Elle avait les cheveux au vent, et beaucoup de choses à dire. Mais elle se tut. Elle ne trouverait pas les bons mots si elle s'elançait dans les grandes explications. Elle avait une sensation d'infériorité envers ses amies. En classe, elles la dominaient toutes. Elle avait fini par installer un malaise entre elle et les autres. Son orientation était incertaine et elle craignait en permanence d'être juger. Elle immaginait son environnement comme lugubre et critique. Elle ne pouvait s'empêcher de réfléchir à cette situation. On la disait fière et battante dans sa famille, mais au lycée elle, se trouvait trop expensive. Elle pensait ne pas être pertinente, trop réactive peut-être.

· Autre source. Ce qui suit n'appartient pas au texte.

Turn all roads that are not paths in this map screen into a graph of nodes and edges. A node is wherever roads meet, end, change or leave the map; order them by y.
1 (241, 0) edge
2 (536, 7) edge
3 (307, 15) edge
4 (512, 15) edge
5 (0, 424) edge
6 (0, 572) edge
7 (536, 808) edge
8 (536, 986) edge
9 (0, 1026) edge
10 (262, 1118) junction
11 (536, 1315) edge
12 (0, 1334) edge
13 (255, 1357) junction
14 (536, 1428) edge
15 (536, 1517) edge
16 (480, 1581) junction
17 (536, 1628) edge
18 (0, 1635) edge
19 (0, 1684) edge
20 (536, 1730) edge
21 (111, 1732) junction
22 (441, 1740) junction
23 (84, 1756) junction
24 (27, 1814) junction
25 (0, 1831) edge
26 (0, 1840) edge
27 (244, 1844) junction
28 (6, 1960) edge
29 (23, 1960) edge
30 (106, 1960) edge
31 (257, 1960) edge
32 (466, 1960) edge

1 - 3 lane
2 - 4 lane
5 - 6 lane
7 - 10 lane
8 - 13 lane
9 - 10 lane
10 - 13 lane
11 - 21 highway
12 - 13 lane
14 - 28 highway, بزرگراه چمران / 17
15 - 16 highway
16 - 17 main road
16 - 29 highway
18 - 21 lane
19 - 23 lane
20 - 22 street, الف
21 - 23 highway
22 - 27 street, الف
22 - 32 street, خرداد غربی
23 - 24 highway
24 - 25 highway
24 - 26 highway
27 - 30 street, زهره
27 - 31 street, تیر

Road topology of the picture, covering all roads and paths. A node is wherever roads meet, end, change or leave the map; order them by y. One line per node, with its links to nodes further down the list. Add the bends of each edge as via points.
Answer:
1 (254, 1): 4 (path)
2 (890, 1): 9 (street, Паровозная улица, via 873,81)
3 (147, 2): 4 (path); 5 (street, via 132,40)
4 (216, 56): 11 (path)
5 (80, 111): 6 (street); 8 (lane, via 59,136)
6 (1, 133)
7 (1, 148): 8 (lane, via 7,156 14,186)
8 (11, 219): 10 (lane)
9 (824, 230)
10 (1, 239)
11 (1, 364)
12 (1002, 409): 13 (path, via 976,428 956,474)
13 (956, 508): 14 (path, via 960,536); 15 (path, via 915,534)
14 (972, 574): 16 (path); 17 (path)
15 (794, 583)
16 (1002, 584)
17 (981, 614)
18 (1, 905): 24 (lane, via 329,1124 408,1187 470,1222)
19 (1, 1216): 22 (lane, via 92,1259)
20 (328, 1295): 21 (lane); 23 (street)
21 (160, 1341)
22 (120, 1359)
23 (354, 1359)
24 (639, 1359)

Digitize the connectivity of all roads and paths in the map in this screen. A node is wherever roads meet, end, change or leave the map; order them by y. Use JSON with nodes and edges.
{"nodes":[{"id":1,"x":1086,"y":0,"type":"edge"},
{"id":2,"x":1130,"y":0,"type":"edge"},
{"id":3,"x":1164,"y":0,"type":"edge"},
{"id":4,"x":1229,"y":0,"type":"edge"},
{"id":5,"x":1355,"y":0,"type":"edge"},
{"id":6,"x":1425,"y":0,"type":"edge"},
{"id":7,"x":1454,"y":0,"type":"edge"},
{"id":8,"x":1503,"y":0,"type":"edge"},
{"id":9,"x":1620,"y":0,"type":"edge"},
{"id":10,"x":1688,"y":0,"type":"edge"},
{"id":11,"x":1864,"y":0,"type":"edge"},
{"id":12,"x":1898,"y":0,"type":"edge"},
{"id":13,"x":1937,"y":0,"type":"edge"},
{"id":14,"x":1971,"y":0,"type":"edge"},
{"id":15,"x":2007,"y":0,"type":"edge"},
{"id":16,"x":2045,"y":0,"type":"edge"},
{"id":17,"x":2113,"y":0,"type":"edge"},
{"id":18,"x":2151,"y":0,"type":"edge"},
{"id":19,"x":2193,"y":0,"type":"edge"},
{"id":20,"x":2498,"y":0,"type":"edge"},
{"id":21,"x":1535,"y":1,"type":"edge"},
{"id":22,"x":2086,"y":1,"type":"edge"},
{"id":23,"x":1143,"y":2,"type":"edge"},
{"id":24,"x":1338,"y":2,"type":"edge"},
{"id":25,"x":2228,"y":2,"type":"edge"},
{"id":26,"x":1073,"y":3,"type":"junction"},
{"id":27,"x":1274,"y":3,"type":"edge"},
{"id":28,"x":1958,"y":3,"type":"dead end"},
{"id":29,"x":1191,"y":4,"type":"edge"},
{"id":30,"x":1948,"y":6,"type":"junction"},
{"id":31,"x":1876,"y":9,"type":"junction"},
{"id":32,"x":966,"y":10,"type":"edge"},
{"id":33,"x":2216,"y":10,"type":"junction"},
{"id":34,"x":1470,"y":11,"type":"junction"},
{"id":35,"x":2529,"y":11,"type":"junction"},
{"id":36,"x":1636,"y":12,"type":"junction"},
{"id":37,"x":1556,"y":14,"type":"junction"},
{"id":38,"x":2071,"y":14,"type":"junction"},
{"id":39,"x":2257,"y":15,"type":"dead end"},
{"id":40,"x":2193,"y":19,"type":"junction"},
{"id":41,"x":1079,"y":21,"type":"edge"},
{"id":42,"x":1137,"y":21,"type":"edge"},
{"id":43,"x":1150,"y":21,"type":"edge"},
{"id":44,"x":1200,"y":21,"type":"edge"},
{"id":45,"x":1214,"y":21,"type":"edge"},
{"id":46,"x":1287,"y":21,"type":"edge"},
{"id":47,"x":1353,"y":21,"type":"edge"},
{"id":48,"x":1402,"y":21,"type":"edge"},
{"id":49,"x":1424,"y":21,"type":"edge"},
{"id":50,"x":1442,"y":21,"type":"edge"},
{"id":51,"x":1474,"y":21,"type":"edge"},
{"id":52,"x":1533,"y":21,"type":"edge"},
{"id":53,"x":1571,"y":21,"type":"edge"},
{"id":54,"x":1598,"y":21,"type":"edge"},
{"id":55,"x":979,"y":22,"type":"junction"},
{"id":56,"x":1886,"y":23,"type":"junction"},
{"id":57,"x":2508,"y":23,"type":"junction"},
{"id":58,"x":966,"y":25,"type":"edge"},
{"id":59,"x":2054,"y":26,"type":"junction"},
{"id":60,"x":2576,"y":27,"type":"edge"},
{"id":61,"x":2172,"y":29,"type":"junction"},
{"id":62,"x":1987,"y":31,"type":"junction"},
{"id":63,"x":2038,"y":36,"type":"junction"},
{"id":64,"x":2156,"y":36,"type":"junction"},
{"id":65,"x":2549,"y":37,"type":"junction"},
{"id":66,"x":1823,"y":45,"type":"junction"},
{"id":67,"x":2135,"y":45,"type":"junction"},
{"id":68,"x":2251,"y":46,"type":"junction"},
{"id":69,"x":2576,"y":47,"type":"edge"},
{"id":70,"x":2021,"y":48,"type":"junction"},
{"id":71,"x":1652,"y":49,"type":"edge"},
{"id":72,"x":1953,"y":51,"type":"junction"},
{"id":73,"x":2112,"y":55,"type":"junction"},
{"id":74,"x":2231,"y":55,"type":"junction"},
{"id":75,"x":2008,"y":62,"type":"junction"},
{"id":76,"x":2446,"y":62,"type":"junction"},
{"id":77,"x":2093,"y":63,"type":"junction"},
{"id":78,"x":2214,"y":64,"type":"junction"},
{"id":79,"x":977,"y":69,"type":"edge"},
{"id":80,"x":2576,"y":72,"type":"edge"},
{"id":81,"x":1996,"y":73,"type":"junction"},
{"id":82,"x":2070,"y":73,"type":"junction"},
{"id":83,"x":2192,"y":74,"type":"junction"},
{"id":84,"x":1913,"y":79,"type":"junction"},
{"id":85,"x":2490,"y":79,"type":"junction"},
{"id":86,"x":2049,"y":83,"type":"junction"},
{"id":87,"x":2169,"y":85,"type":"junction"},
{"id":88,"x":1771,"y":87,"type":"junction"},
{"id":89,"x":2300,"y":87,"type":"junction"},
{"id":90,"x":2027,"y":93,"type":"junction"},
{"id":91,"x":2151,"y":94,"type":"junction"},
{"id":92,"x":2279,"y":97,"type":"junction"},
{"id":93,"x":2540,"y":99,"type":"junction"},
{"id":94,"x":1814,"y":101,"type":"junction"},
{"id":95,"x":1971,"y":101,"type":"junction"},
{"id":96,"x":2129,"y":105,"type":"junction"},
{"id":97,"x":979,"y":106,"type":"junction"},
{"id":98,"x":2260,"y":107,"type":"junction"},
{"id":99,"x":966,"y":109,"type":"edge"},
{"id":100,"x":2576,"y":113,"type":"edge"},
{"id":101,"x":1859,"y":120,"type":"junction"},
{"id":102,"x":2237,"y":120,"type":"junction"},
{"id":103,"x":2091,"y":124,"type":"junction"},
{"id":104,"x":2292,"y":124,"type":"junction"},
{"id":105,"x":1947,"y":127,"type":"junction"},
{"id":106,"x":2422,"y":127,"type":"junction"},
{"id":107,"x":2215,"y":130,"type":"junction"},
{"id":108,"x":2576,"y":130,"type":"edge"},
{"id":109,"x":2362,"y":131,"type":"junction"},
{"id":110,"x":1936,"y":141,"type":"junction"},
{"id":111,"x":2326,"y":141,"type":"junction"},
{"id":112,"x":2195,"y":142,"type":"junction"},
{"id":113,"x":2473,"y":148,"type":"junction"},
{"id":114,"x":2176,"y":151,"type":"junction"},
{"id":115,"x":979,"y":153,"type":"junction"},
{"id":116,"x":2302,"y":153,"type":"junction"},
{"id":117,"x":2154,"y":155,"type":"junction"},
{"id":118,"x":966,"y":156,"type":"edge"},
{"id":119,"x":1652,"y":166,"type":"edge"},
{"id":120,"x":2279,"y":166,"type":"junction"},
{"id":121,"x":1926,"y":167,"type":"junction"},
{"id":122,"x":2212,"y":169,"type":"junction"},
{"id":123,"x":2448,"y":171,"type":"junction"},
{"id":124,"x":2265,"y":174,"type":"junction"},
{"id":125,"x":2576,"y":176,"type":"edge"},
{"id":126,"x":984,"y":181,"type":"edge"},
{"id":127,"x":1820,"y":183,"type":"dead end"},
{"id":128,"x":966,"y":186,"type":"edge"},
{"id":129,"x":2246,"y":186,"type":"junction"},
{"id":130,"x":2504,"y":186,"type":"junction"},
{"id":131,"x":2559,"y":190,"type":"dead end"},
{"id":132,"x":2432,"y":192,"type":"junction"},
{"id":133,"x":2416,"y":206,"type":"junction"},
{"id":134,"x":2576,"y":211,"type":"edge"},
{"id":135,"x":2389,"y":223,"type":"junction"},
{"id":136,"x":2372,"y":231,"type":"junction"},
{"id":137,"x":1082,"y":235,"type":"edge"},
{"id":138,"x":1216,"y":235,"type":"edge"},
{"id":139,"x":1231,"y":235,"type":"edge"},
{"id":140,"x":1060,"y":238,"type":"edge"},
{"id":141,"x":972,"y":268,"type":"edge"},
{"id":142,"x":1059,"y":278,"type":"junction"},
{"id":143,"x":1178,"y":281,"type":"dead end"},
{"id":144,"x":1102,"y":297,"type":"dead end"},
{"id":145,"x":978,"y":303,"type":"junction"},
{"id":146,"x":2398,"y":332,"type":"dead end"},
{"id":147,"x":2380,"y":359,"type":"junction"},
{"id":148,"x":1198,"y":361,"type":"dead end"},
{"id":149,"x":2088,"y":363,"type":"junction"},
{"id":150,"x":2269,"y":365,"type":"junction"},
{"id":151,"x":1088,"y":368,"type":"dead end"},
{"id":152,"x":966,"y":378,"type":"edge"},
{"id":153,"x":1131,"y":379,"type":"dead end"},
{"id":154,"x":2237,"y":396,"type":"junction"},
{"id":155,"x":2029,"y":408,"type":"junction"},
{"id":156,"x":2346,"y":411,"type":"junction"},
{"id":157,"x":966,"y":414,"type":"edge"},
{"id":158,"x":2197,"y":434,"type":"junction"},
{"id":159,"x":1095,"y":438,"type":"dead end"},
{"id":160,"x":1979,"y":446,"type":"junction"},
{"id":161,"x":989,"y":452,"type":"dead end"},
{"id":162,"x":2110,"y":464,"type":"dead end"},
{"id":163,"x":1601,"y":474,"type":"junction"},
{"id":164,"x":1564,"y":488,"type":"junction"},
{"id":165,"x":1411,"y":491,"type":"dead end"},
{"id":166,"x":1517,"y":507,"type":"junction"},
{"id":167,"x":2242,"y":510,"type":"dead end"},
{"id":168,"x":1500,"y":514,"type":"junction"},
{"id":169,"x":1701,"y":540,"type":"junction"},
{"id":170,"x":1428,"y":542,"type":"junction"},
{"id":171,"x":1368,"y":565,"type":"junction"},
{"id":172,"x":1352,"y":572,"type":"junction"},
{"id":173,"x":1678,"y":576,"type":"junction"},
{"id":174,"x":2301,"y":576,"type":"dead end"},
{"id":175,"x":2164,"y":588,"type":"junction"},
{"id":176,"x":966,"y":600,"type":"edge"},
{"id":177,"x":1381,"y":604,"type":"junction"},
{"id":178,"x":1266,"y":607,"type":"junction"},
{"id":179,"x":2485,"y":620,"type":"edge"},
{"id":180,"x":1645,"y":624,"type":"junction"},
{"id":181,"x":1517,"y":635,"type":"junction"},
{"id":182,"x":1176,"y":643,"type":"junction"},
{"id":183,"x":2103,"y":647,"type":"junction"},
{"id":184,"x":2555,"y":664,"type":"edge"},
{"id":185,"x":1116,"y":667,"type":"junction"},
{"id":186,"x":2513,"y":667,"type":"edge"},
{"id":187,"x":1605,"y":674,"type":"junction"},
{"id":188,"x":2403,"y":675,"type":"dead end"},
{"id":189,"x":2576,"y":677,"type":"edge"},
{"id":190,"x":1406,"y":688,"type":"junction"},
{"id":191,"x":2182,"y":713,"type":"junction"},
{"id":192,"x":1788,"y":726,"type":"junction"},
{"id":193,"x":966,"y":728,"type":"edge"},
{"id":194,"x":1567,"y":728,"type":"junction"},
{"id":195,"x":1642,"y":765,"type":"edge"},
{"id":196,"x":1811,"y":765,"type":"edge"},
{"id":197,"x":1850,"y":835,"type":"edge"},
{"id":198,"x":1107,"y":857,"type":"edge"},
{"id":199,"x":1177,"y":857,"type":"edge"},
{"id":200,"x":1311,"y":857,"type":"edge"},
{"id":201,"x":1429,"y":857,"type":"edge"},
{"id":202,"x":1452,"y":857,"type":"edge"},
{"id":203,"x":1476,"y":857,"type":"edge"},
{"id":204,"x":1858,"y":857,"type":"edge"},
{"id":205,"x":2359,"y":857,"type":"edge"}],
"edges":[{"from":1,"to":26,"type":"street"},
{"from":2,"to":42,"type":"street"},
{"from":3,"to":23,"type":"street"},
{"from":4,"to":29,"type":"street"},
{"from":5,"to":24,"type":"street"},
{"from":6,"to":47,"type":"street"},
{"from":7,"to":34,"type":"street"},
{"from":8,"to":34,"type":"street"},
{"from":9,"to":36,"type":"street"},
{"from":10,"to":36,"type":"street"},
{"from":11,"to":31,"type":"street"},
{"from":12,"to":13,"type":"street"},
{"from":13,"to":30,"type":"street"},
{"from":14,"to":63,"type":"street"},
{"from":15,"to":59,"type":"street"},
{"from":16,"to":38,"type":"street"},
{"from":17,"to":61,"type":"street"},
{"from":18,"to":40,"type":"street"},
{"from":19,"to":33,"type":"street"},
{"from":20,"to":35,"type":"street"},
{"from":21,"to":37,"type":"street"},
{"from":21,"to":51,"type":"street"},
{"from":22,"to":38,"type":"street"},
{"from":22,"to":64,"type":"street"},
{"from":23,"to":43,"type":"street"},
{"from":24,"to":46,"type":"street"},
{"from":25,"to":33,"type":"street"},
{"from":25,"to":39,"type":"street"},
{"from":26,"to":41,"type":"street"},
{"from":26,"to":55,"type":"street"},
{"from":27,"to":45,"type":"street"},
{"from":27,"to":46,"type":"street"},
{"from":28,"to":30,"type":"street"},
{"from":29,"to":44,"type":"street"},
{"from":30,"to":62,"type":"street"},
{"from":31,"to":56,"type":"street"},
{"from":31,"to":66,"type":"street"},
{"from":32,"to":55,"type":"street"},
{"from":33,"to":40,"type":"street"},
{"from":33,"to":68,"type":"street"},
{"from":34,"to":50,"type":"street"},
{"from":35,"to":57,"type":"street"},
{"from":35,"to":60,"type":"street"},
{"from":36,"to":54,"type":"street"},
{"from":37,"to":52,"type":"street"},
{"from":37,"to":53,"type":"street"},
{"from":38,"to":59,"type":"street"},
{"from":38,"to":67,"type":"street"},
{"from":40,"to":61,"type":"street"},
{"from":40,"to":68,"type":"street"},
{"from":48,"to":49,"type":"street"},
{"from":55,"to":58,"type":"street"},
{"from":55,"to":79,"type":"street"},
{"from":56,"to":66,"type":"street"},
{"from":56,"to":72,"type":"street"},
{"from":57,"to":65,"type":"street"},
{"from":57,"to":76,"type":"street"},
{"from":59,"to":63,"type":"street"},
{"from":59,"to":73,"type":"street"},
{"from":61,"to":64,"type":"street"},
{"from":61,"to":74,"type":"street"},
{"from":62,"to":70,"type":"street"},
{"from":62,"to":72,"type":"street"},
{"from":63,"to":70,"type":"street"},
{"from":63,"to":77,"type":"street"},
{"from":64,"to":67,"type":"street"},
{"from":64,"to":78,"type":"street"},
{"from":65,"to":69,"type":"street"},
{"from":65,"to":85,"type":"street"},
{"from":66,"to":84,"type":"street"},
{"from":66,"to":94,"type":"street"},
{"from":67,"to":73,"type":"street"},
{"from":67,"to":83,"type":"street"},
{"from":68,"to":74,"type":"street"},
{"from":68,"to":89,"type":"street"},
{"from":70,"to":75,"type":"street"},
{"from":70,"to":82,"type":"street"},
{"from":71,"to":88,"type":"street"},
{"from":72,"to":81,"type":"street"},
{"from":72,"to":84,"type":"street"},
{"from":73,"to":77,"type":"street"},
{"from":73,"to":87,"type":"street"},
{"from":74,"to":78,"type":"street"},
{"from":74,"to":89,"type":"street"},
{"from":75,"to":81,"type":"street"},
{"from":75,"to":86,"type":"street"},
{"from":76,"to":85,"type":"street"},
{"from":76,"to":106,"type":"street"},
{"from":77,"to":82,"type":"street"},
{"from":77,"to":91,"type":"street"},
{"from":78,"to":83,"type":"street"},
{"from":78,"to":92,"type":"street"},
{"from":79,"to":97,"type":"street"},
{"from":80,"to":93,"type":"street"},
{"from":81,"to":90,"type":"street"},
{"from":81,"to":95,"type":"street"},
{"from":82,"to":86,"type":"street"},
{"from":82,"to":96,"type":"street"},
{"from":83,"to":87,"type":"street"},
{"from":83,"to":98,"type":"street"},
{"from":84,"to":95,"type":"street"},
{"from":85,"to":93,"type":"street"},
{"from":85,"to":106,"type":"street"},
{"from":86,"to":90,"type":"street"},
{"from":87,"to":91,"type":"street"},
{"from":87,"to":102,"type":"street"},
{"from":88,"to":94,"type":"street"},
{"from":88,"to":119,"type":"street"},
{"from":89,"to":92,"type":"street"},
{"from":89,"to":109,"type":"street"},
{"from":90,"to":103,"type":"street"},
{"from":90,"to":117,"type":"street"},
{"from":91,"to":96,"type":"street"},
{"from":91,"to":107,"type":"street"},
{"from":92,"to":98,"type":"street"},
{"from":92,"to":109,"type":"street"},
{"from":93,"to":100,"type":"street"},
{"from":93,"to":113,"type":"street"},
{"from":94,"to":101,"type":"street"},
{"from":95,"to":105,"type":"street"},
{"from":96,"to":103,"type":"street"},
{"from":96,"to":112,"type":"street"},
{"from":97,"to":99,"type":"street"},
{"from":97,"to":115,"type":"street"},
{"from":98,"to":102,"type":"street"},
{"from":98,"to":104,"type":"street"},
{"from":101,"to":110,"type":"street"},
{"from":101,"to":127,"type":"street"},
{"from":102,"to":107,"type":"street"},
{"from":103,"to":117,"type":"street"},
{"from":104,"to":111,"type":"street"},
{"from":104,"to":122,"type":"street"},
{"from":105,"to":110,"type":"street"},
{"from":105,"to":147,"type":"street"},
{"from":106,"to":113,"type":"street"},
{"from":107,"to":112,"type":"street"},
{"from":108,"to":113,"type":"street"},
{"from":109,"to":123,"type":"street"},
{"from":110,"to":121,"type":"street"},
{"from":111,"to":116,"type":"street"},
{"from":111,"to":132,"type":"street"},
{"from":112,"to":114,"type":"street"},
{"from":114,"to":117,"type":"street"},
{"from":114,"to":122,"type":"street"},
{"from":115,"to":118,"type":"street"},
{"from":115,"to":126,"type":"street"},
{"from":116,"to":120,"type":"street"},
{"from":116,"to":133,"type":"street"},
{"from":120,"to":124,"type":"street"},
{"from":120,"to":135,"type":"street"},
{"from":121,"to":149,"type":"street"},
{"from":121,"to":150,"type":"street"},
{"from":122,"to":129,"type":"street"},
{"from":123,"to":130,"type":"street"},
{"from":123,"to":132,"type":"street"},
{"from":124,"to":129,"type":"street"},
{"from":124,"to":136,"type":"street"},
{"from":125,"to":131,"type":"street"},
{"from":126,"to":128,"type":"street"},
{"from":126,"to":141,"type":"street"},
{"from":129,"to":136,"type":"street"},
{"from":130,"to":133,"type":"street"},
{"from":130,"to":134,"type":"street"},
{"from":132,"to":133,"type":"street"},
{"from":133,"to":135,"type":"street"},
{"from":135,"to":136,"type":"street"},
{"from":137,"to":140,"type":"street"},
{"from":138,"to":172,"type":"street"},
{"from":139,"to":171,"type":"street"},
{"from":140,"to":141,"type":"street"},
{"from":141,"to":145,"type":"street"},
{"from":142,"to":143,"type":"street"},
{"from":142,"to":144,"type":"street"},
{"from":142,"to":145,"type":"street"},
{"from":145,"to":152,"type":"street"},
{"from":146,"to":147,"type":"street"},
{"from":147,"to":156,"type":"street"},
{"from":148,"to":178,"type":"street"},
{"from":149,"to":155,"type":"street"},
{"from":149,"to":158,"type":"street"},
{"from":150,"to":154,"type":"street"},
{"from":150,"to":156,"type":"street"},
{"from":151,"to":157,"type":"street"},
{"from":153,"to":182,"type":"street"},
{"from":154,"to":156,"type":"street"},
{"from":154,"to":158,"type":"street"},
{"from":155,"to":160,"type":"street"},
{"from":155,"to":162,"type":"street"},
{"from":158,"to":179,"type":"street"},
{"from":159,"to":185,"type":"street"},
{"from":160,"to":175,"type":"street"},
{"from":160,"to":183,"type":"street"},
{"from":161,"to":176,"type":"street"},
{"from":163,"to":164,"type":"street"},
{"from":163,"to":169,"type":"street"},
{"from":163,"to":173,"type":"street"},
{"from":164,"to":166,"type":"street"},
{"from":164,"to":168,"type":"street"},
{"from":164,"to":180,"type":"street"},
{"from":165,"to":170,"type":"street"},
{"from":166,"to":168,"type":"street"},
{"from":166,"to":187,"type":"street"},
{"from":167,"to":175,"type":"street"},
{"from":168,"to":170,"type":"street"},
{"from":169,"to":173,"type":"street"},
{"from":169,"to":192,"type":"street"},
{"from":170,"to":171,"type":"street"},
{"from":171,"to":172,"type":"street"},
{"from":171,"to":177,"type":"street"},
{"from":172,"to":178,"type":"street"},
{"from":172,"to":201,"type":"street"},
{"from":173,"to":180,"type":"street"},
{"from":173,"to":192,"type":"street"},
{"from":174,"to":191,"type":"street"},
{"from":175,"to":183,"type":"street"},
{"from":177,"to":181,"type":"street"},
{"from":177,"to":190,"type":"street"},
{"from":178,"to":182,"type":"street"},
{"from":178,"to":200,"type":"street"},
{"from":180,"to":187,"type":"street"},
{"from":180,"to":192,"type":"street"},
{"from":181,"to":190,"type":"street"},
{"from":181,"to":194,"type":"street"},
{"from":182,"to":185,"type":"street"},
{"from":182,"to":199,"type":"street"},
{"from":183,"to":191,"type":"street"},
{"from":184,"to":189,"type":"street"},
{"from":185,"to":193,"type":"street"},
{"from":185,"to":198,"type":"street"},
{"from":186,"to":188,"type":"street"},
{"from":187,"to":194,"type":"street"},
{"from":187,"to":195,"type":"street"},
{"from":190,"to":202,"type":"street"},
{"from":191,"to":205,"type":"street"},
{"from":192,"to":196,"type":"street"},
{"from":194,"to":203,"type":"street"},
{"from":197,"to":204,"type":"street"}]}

Elle songeait régulièrement à une remise à niveau intellectuelle. Elle n'obtenait plus les mêmes notes, elles commettait plus de fautes qu'auparavant. Son écriture était pauvre et trop lourde. Elle ne parvenait pas à gérer les mots, à les enfiler comme des perles sur un collier d'enfant. Elle aimait cela. Ecrire. Mais pourtant le doute s'était installé, elle se questionnait souvent. Trop souvent sans savoir ce qu'elle voulait.
Faisait elle cela par envie ? Ou pour se rassurer ? Pour s'affirmer en originalité ?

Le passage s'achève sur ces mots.